What is the closure of an open ball $B_X(\mathbf{a},r)$ in $X=\mathbb{R}^n$? Suppose we have the open ball $B_{X}(\mathbf{a},r)$ and the closed ball $\bar{B}_{X}(\mathbf{a},r)$ of radius $r$ about $\mathbf{a}\in\mathbb{R}^n=X$ with the Euclidean metric $d_2$.
What is the closure of an open ball $B_{X}(\mathbf{a},r)$ in $(\mathbb{R}^n,d_2)$?
First, I have defined the sets like this:
$$B_X(\mathbf{a},r)=\{\mathbf{y}\in\mathbb{R}^n:d_2(\mathbf{a},\mathbf{y})<r\}$$
$$\bar{B}_X(\mathbf{a},r)=\{\mathbf{y}\in\mathbb{R}^n:d_2(\mathbf{a},\mathbf{y})\le r\}$$
Then, let $U=B_X(\mathbf{a},r)$ and claim the closure is $$\bar{U}=\{\mathbf{x}\in\mathbb{R}^n:\exists (\mathbf{x}_n)\in U\text{s.t}~\mathbf{x}_n\to \mathbf{x}\}=\bar{B}_X(\mathbf{a},r).$$
Since closed balls are closed then we have $$\bar{U}\subset\bar{B}_X(\mathbf{a},r).$$
But, how can I prove the other direction $\bar{B}_X(\mathbf{a},r)\subset\bar{U}$?
Since it's a containment argument I know that I have to take any element from $\bar{B}_X(\mathbf{a},r)$ and show it is in $\bar{U}=\{\mathbf{x}\in\mathbb{R}^n:\exists (\mathbf{x}_n)\in U\text{s.t}~\mathbf{x}_n\to \mathbf{x}\}$.
But I do not know how to get an expression for $\mathbf{x}_n$.
I would appreciate any help.
 A: To show $\overline U \subseteq \overline B(\mathbf a,r)$ it suffices to show
$$\mathbf x\notin \overline B(\mathbf a,r) \implies \mathbf x\notin \overline U.$$
If $\mathbf x\notin \overline B(\mathbf a,r)$ then we have $d(\mathbf a,\mathbf x)>r$. 
If we choose $0<\delta<d(\mathbf a,\mathbf x)-r$ then we can show (using triangle inequality) that 
$$B(\mathbf x,\delta) \cap B(\mathbf a,r) = \emptyset.$$
This means that $\mathbf x$ has a neighborhood which does not intersect $U$ and, consequently, $\mathbf x$ does not belong to the closure of $U$.
A different argument to see this inclusion: Since the closed ball $\overline B(\mathbf a,r)$ is closed set and $U\subseteq\overline B(\mathbf a,r)$, we also have $\overline U\subseteq\overline B(\mathbf a,r)$.

Now let us have a look at $\overline B(\mathbf a,r)\subseteq \overline U$, i.e. that every point of the closed ball belongs to the closure.
If $d(\mathbf a,\mathbf x)<r$, then $x\in U$ and thus $x\in\overline U$. It only remains to look at the points such that $d(\mathbf x,\mathbf a)=r$.
Notice that for any $\alpha$ we can find a point $\mathbf p_\alpha= \alpha \mathbf a + (1-\alpha) \mathbf x$ such that $d(\mathbf a,\mathbf p_\alpha)=(1-\alpha)r$ and $d(\mathbf x,\mathbf p_\alpha)=\alpha r$. (This is the first time we are using that we work with the Euclidean metric.
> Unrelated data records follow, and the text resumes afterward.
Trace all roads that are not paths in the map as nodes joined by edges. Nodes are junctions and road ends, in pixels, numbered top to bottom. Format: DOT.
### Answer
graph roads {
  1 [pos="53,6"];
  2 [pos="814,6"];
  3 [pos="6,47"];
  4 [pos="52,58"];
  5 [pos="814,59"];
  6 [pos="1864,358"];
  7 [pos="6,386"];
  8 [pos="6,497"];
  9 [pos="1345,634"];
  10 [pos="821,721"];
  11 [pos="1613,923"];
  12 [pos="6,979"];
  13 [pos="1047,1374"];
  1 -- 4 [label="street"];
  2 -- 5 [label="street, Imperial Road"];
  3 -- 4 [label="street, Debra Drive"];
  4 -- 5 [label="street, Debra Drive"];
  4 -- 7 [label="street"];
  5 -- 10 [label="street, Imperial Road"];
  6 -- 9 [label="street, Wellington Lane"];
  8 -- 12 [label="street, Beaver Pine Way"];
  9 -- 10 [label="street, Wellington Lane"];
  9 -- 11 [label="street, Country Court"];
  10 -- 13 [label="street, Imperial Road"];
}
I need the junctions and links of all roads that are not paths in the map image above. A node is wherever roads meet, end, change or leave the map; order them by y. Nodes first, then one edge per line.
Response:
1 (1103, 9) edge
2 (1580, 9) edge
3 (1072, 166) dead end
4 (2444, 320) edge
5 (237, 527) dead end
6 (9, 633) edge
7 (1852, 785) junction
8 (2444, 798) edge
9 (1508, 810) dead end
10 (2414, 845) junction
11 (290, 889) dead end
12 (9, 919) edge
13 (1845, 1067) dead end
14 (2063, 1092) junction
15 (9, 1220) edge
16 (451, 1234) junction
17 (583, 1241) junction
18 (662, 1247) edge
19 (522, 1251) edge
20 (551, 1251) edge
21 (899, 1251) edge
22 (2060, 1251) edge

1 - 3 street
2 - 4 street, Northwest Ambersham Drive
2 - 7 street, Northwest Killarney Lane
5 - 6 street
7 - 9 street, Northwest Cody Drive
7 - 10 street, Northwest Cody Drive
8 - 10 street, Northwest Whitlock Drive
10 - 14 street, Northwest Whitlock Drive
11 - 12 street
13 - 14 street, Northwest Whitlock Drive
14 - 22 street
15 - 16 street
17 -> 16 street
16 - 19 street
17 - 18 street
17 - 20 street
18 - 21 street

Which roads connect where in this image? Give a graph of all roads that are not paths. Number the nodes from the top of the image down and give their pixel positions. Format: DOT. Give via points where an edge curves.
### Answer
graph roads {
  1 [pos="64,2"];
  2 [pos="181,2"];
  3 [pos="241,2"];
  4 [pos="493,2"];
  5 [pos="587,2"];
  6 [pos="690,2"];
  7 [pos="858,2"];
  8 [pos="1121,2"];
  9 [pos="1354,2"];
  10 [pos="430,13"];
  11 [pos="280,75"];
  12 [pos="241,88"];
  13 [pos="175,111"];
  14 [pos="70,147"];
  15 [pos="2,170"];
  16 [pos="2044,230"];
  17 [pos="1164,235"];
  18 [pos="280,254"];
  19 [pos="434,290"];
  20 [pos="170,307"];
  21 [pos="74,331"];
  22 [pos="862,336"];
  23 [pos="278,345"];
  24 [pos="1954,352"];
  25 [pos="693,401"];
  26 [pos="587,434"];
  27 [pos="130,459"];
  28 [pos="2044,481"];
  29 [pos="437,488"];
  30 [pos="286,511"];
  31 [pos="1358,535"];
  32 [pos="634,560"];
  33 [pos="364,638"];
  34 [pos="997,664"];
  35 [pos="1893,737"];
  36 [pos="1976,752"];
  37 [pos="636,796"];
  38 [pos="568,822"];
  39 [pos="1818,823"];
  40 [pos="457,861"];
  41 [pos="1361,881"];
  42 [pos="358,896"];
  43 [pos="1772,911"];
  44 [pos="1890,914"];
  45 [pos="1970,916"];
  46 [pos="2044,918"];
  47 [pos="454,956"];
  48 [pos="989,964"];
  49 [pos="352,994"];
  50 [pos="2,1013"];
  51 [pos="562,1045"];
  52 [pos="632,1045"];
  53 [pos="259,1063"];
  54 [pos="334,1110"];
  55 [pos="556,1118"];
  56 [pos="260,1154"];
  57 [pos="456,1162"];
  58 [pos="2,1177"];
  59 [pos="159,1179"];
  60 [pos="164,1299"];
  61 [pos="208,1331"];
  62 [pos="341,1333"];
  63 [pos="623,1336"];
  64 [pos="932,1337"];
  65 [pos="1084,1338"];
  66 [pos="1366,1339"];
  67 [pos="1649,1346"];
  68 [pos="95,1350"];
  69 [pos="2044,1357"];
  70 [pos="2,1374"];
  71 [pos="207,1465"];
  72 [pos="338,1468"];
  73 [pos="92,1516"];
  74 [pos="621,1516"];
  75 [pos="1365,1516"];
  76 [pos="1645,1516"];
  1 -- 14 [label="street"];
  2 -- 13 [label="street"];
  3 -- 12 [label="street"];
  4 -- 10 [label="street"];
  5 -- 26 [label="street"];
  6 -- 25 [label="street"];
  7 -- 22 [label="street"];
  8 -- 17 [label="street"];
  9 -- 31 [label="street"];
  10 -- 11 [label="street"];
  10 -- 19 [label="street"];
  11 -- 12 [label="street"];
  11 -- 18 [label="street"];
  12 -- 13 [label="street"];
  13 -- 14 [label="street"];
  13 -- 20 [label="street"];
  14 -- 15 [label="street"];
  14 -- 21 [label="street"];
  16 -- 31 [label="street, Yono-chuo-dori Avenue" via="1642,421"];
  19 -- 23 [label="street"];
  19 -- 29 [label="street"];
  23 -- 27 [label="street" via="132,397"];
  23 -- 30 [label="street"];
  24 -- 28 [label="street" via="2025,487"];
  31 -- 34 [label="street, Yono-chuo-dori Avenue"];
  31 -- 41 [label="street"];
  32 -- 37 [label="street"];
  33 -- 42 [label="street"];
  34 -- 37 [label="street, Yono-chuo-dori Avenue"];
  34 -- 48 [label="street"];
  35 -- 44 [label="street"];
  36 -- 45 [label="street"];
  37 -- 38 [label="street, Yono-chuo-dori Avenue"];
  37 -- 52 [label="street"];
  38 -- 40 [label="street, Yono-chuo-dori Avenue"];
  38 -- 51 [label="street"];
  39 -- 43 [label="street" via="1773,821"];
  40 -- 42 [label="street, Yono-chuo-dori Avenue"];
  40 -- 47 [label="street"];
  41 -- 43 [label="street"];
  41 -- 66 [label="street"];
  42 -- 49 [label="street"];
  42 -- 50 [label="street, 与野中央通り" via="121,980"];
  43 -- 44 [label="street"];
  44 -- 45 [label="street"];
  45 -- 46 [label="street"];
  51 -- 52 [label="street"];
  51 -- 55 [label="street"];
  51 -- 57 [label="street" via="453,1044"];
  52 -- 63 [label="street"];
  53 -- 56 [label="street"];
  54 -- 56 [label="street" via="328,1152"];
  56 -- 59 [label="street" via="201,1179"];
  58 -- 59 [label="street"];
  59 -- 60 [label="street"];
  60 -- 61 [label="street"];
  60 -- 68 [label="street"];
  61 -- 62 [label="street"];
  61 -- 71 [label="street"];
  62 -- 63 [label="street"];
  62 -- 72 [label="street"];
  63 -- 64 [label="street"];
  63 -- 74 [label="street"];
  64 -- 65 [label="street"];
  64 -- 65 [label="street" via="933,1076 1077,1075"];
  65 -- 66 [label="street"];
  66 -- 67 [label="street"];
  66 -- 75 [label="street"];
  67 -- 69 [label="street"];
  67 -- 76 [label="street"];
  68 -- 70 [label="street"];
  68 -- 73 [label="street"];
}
It might also be helpful if you try to draw a picture. You should see that for $\alpha\in(0,1)$ we get exactly the points on the straight lines between $\mathbf a$ and $\mathbf x$.)
Indeed, if the $i$-th coordinate of $\mathbf p_\alpha$ is $p_i=\alpha a_i+(1-\alpha) x_i$
$$d(\mathbf x,\mathbf p_\alpha) = \sqrt{\sum_{i=1}^n (p_i-x_i)^2} = \sqrt{\sum_{i=1}^n \alpha^2(a_i-x_i)^2} = \alpha \sqrt{\sum_{i=1}^n (a_i-x_i)^2} = \alpha d(\mathbf x,\mathbf a).$$
The other equality is shown similarly.
So if we take $\mathbf x_n=\mathbf p_{\frac1n}$, then this is a sequence of points from $U$ which converges to $\mathbf x$.
Maybe it is useful to mention that this proof make become a bit clearer if you rewrite it using the norm $\|\mathbf v\|_2=\sqrt{v_1^2+\dots+v_n^2}$ rather than the metric $d_2(\mathbf x,\mathbf a)=\|\mathbf x-\mathbf a\|_2$. (But I wrote this down using metric, since I do not know whether you are familiar with the notion of norm.)